# Wife Wants ACTA sent to her in OAXACA



## mcse9073 (Apr 8, 2011)

Wife ran off on me and the kids in Oaxaca. My life investment, our home in her name there as she changed it behind my back,now she wants me to send her the ACTA to sell house. Says she will split the money. We are not divorced yet. I am thinking I am going to loose the house anyway as she is Mx and I am ******. I have the kids now in the USA. Property "our home" is Comunal in Zicatela, Puerto Escondido. I have the kids , ACTA, and an abandonment report. No money she cleaned the bank. Should I send ACTA? Do I have anything to loose?

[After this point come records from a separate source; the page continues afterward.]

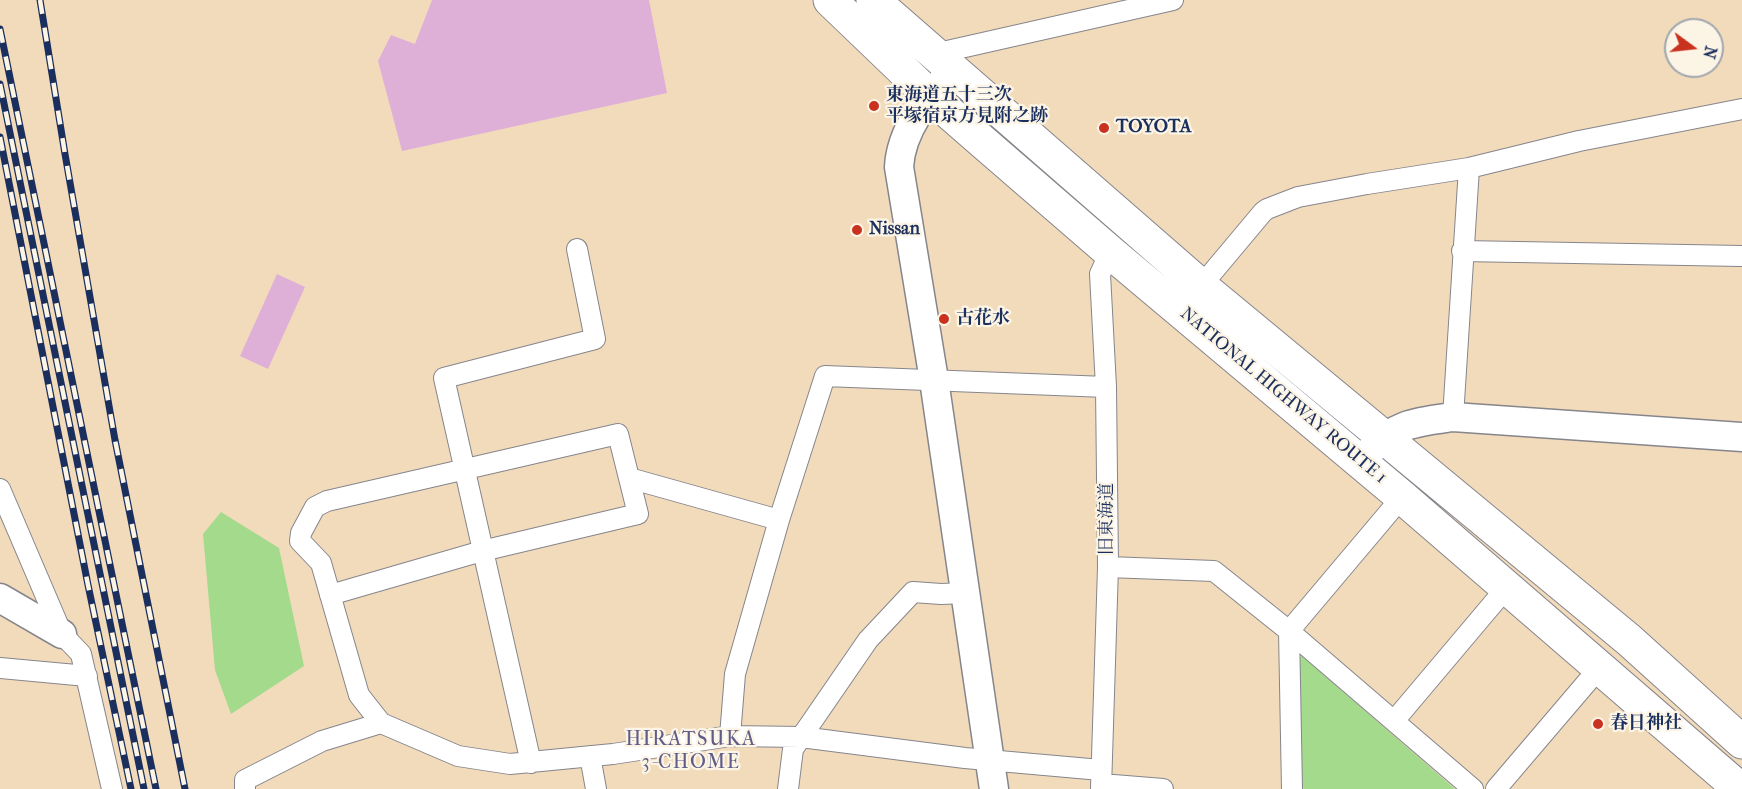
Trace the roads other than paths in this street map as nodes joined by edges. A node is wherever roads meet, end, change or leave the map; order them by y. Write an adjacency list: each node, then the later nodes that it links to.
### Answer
1 (830, 0): 5 (highway, NATIONAL HIGHWAY ROUTE 1)
2 (873, 0): 4 (highway, NATIONAL HIGHWAY ROUTE 1)
3 (1173, 0): 4 (street)
4 (943, 62): 5 (street); 12 (highway, NATIONAL HIGHWAY ROUTE 1)
5 (930, 96): 10 (highway, NATIONAL HIGHWAY ROUTE 1); 13 (street)
6 (1742, 109): 7 (street)
7 (1469, 168): 9 (street); 12 (street)
8 (577, 249): 19 (street)
9 (1462, 250): 11 (street); 15 (street)
10 (1110, 252): 14 (street, 旧東海道); 18 (highway, NATIONAL HIGHWAY ROUTE 1)
11 (1742, 256)
12 (1201, 286): 16 (highway, NATIONAL HIGHWAY ROUTE 1)
13 (934, 380): 14 (street); 23 (street); 27 (street)
14 (1106, 387): 25 (street, 旧東海道)
15 (1453, 417): 16 (street); 17 (street)
16 (1384, 437): 18 (street); 39 (highway, NATIONAL HIGHWAY ROUTE 1)
17 (1742, 437)
18 (1360, 461): 22 (highway, NATIONAL HIGHWAY ROUTE 1)
19 (463, 469): 20 (street); 24 (street); 28 (street)
20 (629, 478): 23 (street); 24 (street)
21 (0, 489): 31 (street)
22 (1402, 498): 26 (highway, NATIONAL HIGHWAY ROUTE 1); 30 (street)
23 (779, 520): 37 (street)
24 (482, 551): 28 (street); 42 (street)
25 (1108, 567): 30 (street); 43 (street, 旧東海道)
26 (1507, 587): 32 (highway, NATIONAL HIGHWAY ROUTE 1); 35 (street)
27 (966, 593): 38 (street); 41 (street)
28 (330, 595): 36 (street)
29 (0, 598): 31 (street)
30 (1289, 631): 35 (street); 50 (street)
31 (62, 634): 34 (street)
32 (1600, 667): 52 (street); 53 (highway, NATIONAL HIGHWAY ROUTE 1)
33 (0, 668): 34 (street)
34 (87, 676): 44 (street)
35 (1394, 721): 51 (street)
36 (381, 723): 42 (street); 45 (street)
37 (729, 736): 38 (street); 40 (street)
38 (801, 737): 41 (street); 47 (street)
39 (1742, 742)
40 (590, 756): 42 (street); 46 (street)
41 (990, 760): 43 (street); 48 (street)
42 (531, 763)
43 (1101, 781): 49 (street)
44 (112, 789)
45 (245, 789)
46 (596, 789)
47 (788, 789)
48 (994, 789)
49 (1163, 789)
50 (1292, 789)
51 (1473, 789)
52 (1496, 789)
53 (1740, 789)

PS: She is pregnant with Fernados Baby hmmmmmmmmmmm


----------



## Guest (Apr 9, 2011)

mcse9073 said:


> I have the kids , ACTA, and an abandonment report. No money she cleaned the bank. Should I send ACTA? Do I have anything to loose?
> 
> PS: She is pregnant with Fernados Baby hmmmmmmmmmmm


Only things you could lose now is your half of the house, your kids and your self respect. (sorry - tough love) If you have the ACTA, she couldn't have legitimately changed title of the house without a forged signature which a court would disavow.

Get an attorney in Oaxaca. If that won't work, then get one from MX City. Half is yours, a judgement will force a sale of the house, and go for sole custody of your kids (they must be dual citizens, right?) and severance of her parental rights based on abandonment. Whatever you had in the bank when she left, half was yours, and so you should get more than half of the house sale proceeds.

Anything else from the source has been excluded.